Hawking, who died on 14 March, 2018, at the age of 76, was also a celebrated writer, with such popular titles to his name as A Brief History of Time: From the Big Bang to Black Holes, The Universe in a Nutshell and The Great Design.
“Ideas about cosmology have greatly changed in the last 60 years. At the beginning of this century it was accepted without question that the Universe was essentially uniform and static. […] Most people preferred to believe that the Universe had existed for ever, because this avoided awkward questions about the initial data and about what happened before the beginning.” These words were written in 1982 by the British physicist Stephen Hawking in the introduction to the proceedings of a workshop he co-organized that year in Nuffield, United Kingdom, which was attended by some of the world’s leading theoretical physicists.
The great change in cosmology that Hawking refers to is the consolidation of the Big Bang model: a new discovery had shown that once everything had been compressed into a dense, hot, microscopic speck, which at some point began expanding.

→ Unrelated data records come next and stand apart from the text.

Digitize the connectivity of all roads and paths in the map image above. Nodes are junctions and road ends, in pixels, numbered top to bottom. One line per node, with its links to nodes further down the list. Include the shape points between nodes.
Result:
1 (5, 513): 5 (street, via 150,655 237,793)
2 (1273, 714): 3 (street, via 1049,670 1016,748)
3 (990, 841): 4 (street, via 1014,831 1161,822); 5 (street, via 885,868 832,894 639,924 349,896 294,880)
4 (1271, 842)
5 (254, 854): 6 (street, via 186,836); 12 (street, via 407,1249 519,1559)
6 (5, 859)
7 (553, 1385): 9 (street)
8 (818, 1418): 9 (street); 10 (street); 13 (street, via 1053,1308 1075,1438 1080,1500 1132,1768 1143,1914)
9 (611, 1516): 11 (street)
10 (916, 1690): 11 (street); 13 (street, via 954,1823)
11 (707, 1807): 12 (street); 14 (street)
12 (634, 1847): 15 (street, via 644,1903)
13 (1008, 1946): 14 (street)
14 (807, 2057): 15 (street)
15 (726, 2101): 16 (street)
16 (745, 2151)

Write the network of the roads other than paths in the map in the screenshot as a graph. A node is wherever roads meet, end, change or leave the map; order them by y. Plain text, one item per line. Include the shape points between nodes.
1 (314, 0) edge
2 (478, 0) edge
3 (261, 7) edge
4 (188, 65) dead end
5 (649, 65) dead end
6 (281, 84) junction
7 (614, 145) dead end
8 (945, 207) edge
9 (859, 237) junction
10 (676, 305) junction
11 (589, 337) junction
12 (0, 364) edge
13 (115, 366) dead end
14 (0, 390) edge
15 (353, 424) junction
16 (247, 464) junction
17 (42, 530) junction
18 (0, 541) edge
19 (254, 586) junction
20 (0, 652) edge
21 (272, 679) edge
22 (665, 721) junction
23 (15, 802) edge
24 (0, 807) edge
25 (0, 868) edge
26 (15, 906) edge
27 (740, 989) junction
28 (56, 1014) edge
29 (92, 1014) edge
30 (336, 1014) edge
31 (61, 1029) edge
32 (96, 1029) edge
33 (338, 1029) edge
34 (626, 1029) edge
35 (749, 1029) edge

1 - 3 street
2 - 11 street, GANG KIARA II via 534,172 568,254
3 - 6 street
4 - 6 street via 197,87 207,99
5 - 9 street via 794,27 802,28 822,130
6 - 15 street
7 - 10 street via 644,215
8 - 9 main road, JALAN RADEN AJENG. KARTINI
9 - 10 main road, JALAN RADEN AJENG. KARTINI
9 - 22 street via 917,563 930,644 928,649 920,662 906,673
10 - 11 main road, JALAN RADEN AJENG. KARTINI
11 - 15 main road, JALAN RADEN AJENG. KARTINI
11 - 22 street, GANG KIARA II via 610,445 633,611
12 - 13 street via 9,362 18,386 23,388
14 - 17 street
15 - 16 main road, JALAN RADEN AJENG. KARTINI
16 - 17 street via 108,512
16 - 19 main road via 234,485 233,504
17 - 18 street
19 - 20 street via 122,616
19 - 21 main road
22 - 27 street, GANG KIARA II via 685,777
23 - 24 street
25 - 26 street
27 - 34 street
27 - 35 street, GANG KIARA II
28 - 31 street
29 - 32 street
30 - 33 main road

Although this seemed incontrovertible, several non-trivial issues remained to be solved – hence the calling of the Nuffield workshop. One such issue was the origin of the galaxies, concretely how and why had all that matter begun to accumulate? In Nuffield, Hawking put his own prediction on the table: a phenomenon termed “quantum fluctuations” envisioned in quantum physics was responsible for generating the seeds of matter in the newborn Universe that would eventually grow into the galaxies. One year earlier, another two physicists, the Russians Viatcheslav Mukhanov and Gennady Chibisov, had reached the same conclusion by another route.
Back then no one believed that the existence of quantum fluctuations could ever be confirmed. But in the late 1990s, not long after Mukhanov, Chibisov (who died in 2008) and Stephen Hawking came up with their predictions, successive generations of sensitive, sophisticated telescopes began gathering the data the theorists were crying out for, and which would finally validate the theory. It is for this insight that Hawking and Mukhanov have been distinguished with the BBVA Foundation Frontiers of Knowledge Award in Basic Sciences.
The physicists’ unique achievement, the jury explains, was to connect quantum physics, which describes the behavior of matter at the smallest of scales, with the science of the cosmos. As Mukhanov relates, “we came to the idea that the physics responsible for the structure of matter at minute, atomic scales might also be behind the Universe’s large-scale structure. It sounds crazy, but we realized that the Universe was once extremely small so quantum physics could teach us how the embryos of the galaxies came to be formed.”
Viatcheslav Mukhanov (Kanash, former USSR; 1952) is now Professor of Cosmology at the Ludwig Maximilian University of Munich, Germany. “Never in my wildest dreams,” he says, did he imagine that his predictions would be experimentally confirmed, though he declares himself thrilled about the outcome.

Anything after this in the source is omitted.